What you should do:
Using the records below, repeat exactly the lines from the one holding "ring tip: (311, 517)" through the one holding "index tip: (198, 123)", both ends included, and no others.

START Provided entries

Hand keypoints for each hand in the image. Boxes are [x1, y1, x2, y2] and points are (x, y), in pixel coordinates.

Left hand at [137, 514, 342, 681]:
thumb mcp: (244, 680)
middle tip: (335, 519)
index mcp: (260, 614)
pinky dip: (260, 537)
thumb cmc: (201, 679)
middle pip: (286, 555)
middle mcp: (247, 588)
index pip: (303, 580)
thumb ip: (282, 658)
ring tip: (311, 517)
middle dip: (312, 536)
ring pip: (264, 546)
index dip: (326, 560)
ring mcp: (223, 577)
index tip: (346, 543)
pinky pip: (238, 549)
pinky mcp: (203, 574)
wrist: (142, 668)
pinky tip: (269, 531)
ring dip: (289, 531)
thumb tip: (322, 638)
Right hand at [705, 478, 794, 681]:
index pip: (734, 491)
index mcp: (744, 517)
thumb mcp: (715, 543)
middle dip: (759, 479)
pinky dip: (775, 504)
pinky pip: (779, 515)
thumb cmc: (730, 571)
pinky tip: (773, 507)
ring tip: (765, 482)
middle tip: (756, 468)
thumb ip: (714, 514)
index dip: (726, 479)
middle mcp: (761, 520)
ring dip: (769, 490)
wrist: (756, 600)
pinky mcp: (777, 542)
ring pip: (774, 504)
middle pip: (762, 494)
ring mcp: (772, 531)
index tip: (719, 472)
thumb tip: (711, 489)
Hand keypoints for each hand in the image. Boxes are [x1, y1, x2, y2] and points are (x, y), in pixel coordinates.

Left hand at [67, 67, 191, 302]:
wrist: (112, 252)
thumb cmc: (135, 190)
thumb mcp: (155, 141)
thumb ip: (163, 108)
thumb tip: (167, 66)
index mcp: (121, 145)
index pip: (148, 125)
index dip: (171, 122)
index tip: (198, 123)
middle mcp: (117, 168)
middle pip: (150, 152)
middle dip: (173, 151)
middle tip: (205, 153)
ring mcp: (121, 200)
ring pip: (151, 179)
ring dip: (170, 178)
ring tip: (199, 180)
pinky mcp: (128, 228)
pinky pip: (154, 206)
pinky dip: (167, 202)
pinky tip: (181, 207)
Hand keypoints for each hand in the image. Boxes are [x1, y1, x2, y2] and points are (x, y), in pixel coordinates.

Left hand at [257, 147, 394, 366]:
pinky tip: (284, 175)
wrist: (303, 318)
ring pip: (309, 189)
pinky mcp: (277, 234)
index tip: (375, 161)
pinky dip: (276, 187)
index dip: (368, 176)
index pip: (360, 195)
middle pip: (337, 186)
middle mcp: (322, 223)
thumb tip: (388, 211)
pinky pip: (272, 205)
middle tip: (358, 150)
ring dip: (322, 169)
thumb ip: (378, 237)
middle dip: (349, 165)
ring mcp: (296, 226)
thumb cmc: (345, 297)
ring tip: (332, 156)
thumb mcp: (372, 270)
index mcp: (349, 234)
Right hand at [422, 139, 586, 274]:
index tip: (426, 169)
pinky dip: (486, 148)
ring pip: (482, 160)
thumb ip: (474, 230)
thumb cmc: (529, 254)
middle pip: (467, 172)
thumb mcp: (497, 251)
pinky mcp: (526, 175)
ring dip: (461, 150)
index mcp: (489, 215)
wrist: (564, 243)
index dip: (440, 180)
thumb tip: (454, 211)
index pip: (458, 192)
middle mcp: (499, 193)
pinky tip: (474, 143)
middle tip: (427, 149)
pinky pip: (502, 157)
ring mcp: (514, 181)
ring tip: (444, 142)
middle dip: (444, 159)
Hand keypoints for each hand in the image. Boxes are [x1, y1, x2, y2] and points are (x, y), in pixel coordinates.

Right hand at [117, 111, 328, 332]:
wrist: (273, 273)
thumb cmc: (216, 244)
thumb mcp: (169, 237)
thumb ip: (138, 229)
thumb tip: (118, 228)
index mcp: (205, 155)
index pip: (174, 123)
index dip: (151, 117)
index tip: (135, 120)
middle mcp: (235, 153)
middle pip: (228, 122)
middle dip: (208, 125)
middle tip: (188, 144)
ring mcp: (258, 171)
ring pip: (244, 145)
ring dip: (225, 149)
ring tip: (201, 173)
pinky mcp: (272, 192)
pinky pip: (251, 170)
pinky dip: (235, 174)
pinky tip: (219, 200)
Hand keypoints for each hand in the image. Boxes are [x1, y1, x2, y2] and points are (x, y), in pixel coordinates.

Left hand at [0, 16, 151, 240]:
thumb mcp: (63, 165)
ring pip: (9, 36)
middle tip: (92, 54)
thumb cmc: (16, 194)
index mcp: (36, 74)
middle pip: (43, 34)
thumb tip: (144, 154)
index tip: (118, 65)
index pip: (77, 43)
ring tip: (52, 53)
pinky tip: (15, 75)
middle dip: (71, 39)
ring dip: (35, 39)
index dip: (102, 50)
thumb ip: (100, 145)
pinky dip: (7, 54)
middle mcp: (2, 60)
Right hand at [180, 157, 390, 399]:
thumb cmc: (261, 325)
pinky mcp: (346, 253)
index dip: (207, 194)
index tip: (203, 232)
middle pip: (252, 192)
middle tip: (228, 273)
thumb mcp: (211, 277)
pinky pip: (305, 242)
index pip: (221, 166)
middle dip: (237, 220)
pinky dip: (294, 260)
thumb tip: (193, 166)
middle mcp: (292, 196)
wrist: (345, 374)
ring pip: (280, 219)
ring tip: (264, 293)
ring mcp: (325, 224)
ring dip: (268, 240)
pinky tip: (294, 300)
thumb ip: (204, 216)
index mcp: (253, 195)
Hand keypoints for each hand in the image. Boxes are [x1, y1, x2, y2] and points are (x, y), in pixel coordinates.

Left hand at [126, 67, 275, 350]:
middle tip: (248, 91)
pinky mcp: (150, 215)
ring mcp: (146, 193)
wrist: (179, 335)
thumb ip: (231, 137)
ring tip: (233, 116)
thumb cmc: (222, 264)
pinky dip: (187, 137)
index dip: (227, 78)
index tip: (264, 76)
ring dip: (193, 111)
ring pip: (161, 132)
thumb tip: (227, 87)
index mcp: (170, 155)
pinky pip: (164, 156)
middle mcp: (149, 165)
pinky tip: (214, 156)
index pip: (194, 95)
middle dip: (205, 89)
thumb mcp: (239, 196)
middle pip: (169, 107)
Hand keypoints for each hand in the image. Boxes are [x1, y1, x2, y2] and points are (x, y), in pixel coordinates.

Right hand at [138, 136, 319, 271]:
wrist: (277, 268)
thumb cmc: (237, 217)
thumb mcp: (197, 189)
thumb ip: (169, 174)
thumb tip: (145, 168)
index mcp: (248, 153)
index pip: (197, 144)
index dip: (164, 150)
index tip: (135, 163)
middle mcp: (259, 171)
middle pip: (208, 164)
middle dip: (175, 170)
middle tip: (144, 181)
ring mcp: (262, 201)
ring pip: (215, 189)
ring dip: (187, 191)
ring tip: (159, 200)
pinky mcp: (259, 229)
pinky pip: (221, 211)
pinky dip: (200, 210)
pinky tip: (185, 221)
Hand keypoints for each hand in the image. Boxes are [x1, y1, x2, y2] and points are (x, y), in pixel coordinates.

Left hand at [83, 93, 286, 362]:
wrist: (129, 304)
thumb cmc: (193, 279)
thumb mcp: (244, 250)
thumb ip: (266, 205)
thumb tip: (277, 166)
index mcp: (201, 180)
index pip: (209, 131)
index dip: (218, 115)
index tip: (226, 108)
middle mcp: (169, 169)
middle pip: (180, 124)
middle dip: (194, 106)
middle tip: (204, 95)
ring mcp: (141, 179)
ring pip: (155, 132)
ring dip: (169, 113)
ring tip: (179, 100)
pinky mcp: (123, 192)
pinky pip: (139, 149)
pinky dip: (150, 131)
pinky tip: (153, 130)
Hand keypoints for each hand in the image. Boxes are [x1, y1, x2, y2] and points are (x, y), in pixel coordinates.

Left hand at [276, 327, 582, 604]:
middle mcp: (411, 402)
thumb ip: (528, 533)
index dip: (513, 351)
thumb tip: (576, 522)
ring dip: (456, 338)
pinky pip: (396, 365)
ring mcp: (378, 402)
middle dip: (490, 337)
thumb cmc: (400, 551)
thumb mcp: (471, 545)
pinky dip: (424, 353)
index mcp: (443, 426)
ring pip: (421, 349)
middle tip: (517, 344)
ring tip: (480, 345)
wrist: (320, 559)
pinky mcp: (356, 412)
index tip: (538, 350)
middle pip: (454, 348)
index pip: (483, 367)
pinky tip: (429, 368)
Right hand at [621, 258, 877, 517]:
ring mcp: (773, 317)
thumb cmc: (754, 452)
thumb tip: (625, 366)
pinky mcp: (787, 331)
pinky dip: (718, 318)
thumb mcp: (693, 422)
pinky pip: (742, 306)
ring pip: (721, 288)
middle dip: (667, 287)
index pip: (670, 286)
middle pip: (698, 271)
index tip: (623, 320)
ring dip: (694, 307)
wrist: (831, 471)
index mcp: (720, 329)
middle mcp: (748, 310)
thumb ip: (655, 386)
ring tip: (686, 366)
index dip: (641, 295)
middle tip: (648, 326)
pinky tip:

END Provided entries

Response:
ring tip: (311, 517)
middle dip: (312, 536)
ring pip: (264, 546)
index dip: (326, 560)
ring mcp: (223, 577)
index tip: (346, 543)
pinky pip: (238, 549)
pinky mcp: (203, 574)
wrist: (142, 668)
pinky tip: (269, 531)
ring dip: (289, 531)
thumb tip: (322, 638)
Right hand at [705, 478, 794, 681]:
index pip: (734, 491)
index mcp: (744, 517)
thumb mcp: (715, 543)
middle dip: (759, 479)
pinky dip: (775, 504)
pinky pip: (779, 515)
thumb cmc: (730, 571)
pinky tip: (773, 507)
ring tip: (765, 482)
middle tip: (756, 468)
thumb ip: (714, 514)
index dip: (726, 479)
middle mcp: (761, 520)
ring dip: (769, 490)
wrist: (756, 600)
pinky mcp: (777, 542)
ring pip: (774, 504)
middle pip: (762, 494)
ring mcp: (772, 531)
index tip: (719, 472)
thumb tip: (711, 489)
Hand keypoints for each hand in the image. Boxes are [x1, y1, x2, y2] and points are (x, y), in pixel coordinates.

Left hand at [67, 67, 191, 302]:
wrist: (112, 252)
thumb cmc: (135, 190)
thumb mcp: (155, 141)
thumb ip: (163, 108)
thumb tip: (167, 66)
index mcp: (121, 145)
index pip: (148, 125)
index dip: (171, 122)
index tip: (198, 123)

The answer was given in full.